Krupskaya arrived with her mother at dusk, `Vladimir Ilyich was out
hunting'. His `izba' (log hut) had whitewashed walls decorated with fir
branches, and brightly-coloured home-spun mats on the floors. The owners
of the izba and the neighbours all crowded round. Later when Lenin
returned the owner told him a drunken friend had arrived and scattered his
books everywhere; he shot up the wooden steps at the very moment
Krupskaya emerged. Lenin was lean, healthy and very fit. 

They talked `for hours and hours' and strolled under the Siberian stars too.
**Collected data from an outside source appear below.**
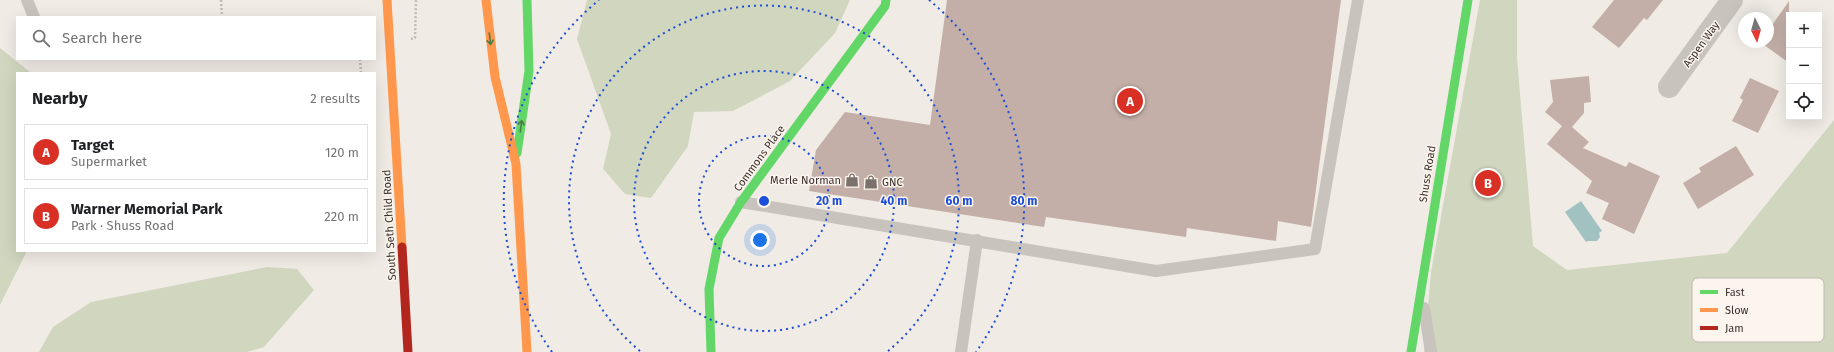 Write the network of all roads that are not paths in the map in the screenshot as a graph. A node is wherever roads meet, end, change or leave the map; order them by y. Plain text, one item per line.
1 (28, 0) edge
2 (387, 0) edge
3 (486, 0) edge
4 (527, 0) edge
5 (886, 0) edge
6 (1358, 0) edge
7 (1468, 0) edge
8 (1732, 0) edge
9 (34, 16) edge
10 (388, 20) junction
11 (376, 22) edge
12 (1669, 87) dead end
13 (516, 164) junction
14 (741, 202) junction
15 (977, 240) junction
16 (1421, 286) junction
17 (408, 352) edge
18 (527, 352) edge
19 (711, 352) edge
20 (961, 352) edge
21 (1411, 352) edge
22 (1431, 352) edge

1 - 9 lane
2 - 10 street, South Seth Child Road
3 -> 13 street
13 -> 4 street
5 - 14 street, Commons Place
6 - 15 lane
7 - 16 street, Shuss Road
8 - 12 street, Aspen Way
10 - 11 lane
10 - 17 street, South Seth Child Road
13 - 18 street
14 - 15 lane
14 - 19 street, Commons Place
15 - 20 lane
16 - 21 street, Shuss Road
16 - 22 lane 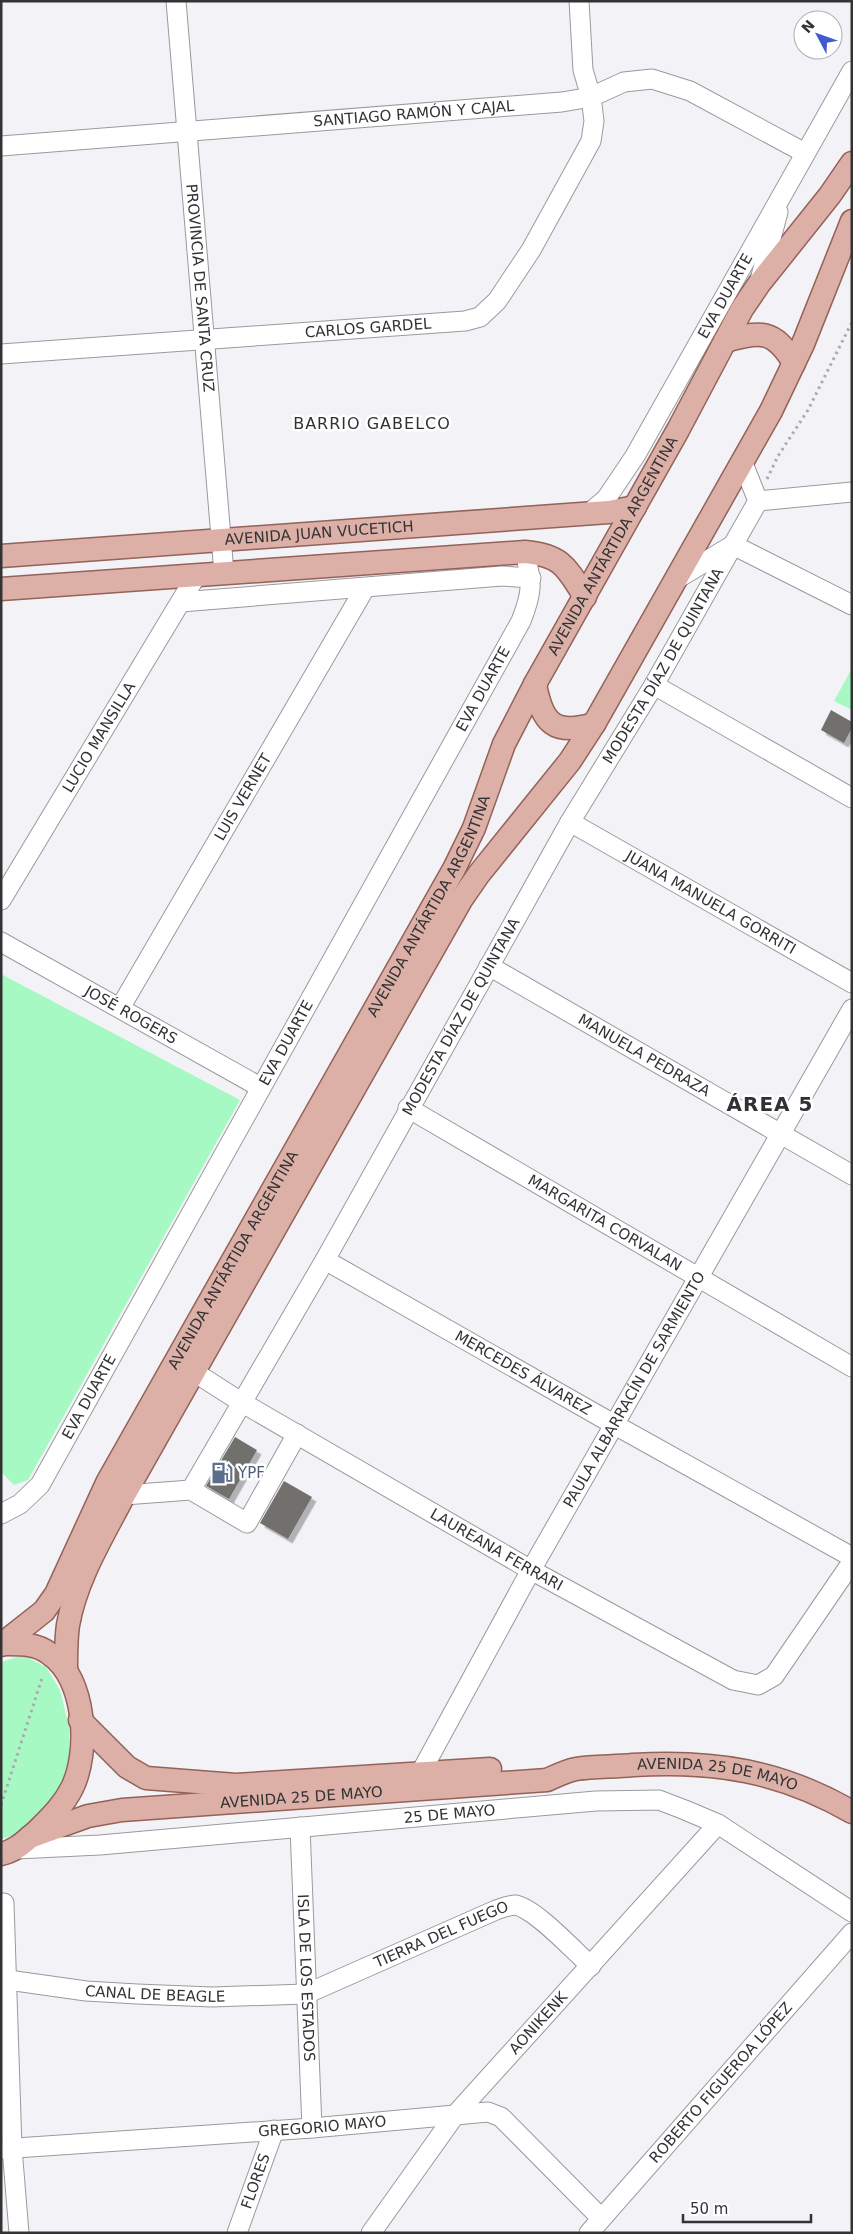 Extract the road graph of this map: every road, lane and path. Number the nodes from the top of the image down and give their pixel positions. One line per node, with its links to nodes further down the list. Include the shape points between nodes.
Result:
1 (176, 1): 5 (street, PROVINCIA DE SANTA CRUZ)
2 (579, 1): 4 (street, CARLOS GARDEL, via 583,70)
3 (852, 71): 7 (street, EVA DUARTE)
4 (591, 97): 5 (street, SANTIAGO RAMÓN Y CAJAL); 7 (street, SANTIAGO RAMÓN Y CAJAL, via 624,82 652,79 690,91); 13 (street, CARLOS GARDEL, via 594,121 591,141 531,250 497,301 480,317 465,321)
5 (187, 132): 6 (street, SANTIAGO RAMÓN Y CAJAL); 13 (street, PROVINCIA DE SANTA CRUZ)
6 (1, 146)
7 (805, 153): 9 (street, EVA DUARTE)
8 (852, 163): 11 (main road, AVENIDA ANTÁRTIDA ARGENTINA)
9 (785, 187): 11 (street); 21 (street, EVA DUARTE, via 635,456 606,500)
10 (852, 221): 16 (main road, AVENIDA ANTÁRTIDA ARGENTINA)
11 (759, 284): 14 (main road, AVENIDA ANTÁRTIDA ARGENTINA)
12 (852, 322): 19 (path, via 808,410 778,456)
13 (204, 341): 15 (street, CARLOS GARDEL); 22 (street, PROVINCIA DE SANTA CRUZ)
14 (725, 341): 16 (main road, via 760,333 778,342); 20 (main road, AVENIDA ANTÁRTIDA ARGENTINA)
15 (1, 354)
16 (794, 363): 17 (main road, AVENIDA ANTÁRTIDA ARGENTINA)
17 (742, 461): 19 (street); 29 (main road, AVENIDA ANTÁRTIDA ARGENTINA)
18 (852, 492): 19 (street)
19 (758, 501): 23 (street, MODESTA DÍAZ DE QUINTANA)
20 (635, 507): 21 (main road, AVENIDA JUAN VUCETICH); 32 (main road, AVENIDA ANTÁRTIDA ARGENTINA)
21 (588, 514): 22 (main road, AVENIDA JUAN VUCETICH)
22 (221, 541): 25 (main road, AVENIDA JUAN VUCETICH); 26 (street, PROVINCIA DE SANTA CRUZ)
23 (733, 545): 29 (street); 34 (street); 36 (street, MODESTA DÍAZ DE QUINTANA)
24 (525, 552): 26 (main road); 28 (street, EVA DUARTE); 32 (main road, via 544,553 558,559)
25 (1, 556)
26 (224, 572): 27 (main road)
27 (196, 576): 31 (main road); 33 (street, LUCIO MANSILLA)
28 (531, 578): 30 (street, via 502,576); 46 (street, EVA DUARTE, via 529,599 520,621)
29 (675, 580): 37 (main road, AVENIDA ANTÁRTIDA ARGENTINA)
30 (365, 588): 33 (street); 44 (street, LUIS VERNET)
31 (1, 589)
32 (586, 597): 35 (main road, AVENIDA ANTÁRTIDA ARGENTINA)
33 (181, 602): 40 (street, LUCIO MANSILLA)
34 (852, 605)
35 (535, 684): 37 (main road, via 542,711 557,726 566,730); 63 (main road, AVENIDA ANTÁRTIDA ARGENTINA, via 504,744 474,828 454,869 107,1484 56,1594 44,1611)
36 (654, 685): 38 (street); 39 (street, MODESTA DÍAZ DE QUINTANA)
37 (594, 724): 53 (main road, AVENIDA ANTÁRTIDA ARGENTINA, via 570,760 461,900)
38 (852, 798)
39 (570, 822): 42 (street, MODESTA DÍAZ DE QUINTANA); 43 (street, JUANA MANUELA GORRITI)
40 (1, 900)
41 (1, 942): 44 (street, JOSÉ ROGERS)
42 (489, 966): 47 (street, MODESTA DÍAZ DE QUINTANA); 48 (street, MANUELA PEDRAZA)
43 (852, 983)
44 (120, 1008): 46 (street, JOSÉ ROGERS)
45 (852, 1010): 48 (street, PAULA ALBARRACÍN DE SARMIENTO)
46 (260, 1087): 59 (street, EVA DUARTE, via 40,1485 20,1504)
47 (408, 1108): 50 (street, MODESTA DÍAZ DE QUINTANA); 51 (street, MARGARITA CORVALAN)
48 (781, 1133): 49 (street, MANUELA PEDRAZA); 51 (street, PAULA ALBARRACÍN DE SARMIENTO)
49 (852, 1175)
50 (325, 1260): 54 (street, MODESTA DÍAZ DE QUINTANA); 55 (street, MERCEDES ÁLVAREZ)
51 (699, 1277): 52 (street, MARGARITA CORVALAN); 55 (street, PAULA ALBARRACÍN DE SARMIENTO)
52 (852, 1367)
53 (194, 1372): 54 (street, LAUREANA FERRARI); 58 (main road, AVENIDA ANTÁRTIDA ARGENTINA)
54 (240, 1402): 56 (street, LAUREANA FERRARI); 57 (street, MODESTA DÍAZ DE QUINTANA)
55 (615, 1425): 60 (street, MERCEDES ÁLVAREZ); 62 (street, PAULA ALBARRACÍN DE SARMIENTO)
56 (296, 1434): 57 (street, via 247,1523); 62 (street, LAUREANA FERRARI)
57 (191, 1490): 58 (street)
58 (124, 1495): 64 (main road, AVENIDA ANTÁRTIDA ARGENTINA, via 74,1602)
59 (1, 1514)
60 (852, 1557)
61 (852, 1562): 62 (street, LAUREANA FERRARI, via 774,1676 758,1685 733,1680)
62 (531, 1570): 67 (street, PAULA ALBARRACÍN DE SARMIENTO)
63 (2, 1645): 64 (main road, via 28,1644)
64 (58, 1660): 65 (main road, via 78,1699); 68 (path)
65 (80, 1720): 67 (main road, AVENIDA 25 DE MAYO, via 127,1767 146,1778 236,1785); 72 (main road, via 82,1756 73,1787 58,1811)
66 (576, 1770): 67 (main road, AVENIDA 25 DE MAYO, via 554,1765); 69 (main road, AVENIDA 25 DE MAYO, via 664,1763 709,1764 760,1772 800,1786); 72 (main road, AVENIDA 25 DE MAYO, via 547,1780 122,1810 88,1816)
67 (421, 1772)
68 (1, 1805)
69 (852, 1812)
70 (718, 1824): 71 (street, 25 DE MAYO, via 659,1800 631,1799); 74 (street, 25 DE MAYO); 76 (street, AONIKENK)
71 (300, 1827): 72 (street, 25 DE MAYO); 78 (street, ISLA DE LOS ESTADOS)
72 (10, 1850)
73 (4, 1903): 77 (street)
74 (852, 1912)
75 (852, 1933): 83 (street, ROBERTO FIGUEROA LÓPEZ)
76 (591, 1966): 78 (street, TIERRA DEL FUEGO, via 548,1926 515,1905 496,1910); 79 (street, AONIKENK)
77 (3, 1979): 78 (street, CANAL DE BEAGLE, via 137,1994 212,1997); 82 (street)
78 (306, 1994): 80 (street, ISLA DE LOS ESTADOS)
79 (456, 2115): 80 (street, GREGORIO MAYO); 83 (street, GREGORIO MAYO, via 488,2112 501,2117); 86 (street, AONIKENK)
80 (312, 2128): 81 (street, GREGORIO MAYO)
81 (274, 2130): 82 (street, GREGORIO MAYO); 85 (street, FLORES)
82 (7, 2148): 84 (street)
83 (595, 2226)
84 (19, 2233)
85 (237, 2233)
86 (371, 2233)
They rented half a house with kitchen-garden  attached, which grew
cucumbers, carrots, beetroots and pumpkins. They planted hope; Lenin
hunted deer and rabbits and ducks and  hares, dressed in leather breeches
and often getting into bogs and ditches after the game hidden there. In the
mornings Lenin translated the Webbs (the English Fabian leaders) and in
the afternoons worked on his book, Development of Capitalism in Russia.
Huge landscape, feudal society, illiterate serfs groaning under kulak
oppression: `After the winter frosts, Nature bursts forth tempestuously into
the spring,' Krupskaya writes. '...Sunset. In the great spring-time pools in
the fields, wild swans were swimming,' the wood-cocks were clucking,
waters burbling. Lenin had a retriever, a Gordon setter called Zhenka: `In
the autumn we went to far-off forest clearings. Vladimir Ilyich said: `If we
meet any hares, I won't shoot as I haven't brought any straps to carry them.'
But when a hare darted out Vladimir Ilyich fired at it just the same'.
In the evenings, he read German philosophy- or Russian novels, Pushkin
or Lermontov or Tolstoy. They corresponded voluminously -- with Anna
Ilyinichna, Lenin's sister, and with many comrades in Petersburg and
elsewhere. 

In exile Lenin reflected on the political strategy for the future.
News from Russia grew scant; the Party was in complete disarray but the
Economists had made huge strides. The `Credo' became popular.
So what was to be done? In his last year of exile, 1899, Lenin had already
clarified the organisational plan which he later developed in What is to be
Done? and in Letter to a Comrade: There would have to be an All-Russian
newspaper, published abroad. `Vladimir Ilyich began to have sleepless
nights, and became terribly thin', Krupskaya would write., 'thinking out his
plan in minute detail'.

February 1900: Lenin leaves Siberian exile for Russia, travelling  on
horseback hundreds of miles along the Yenisei. 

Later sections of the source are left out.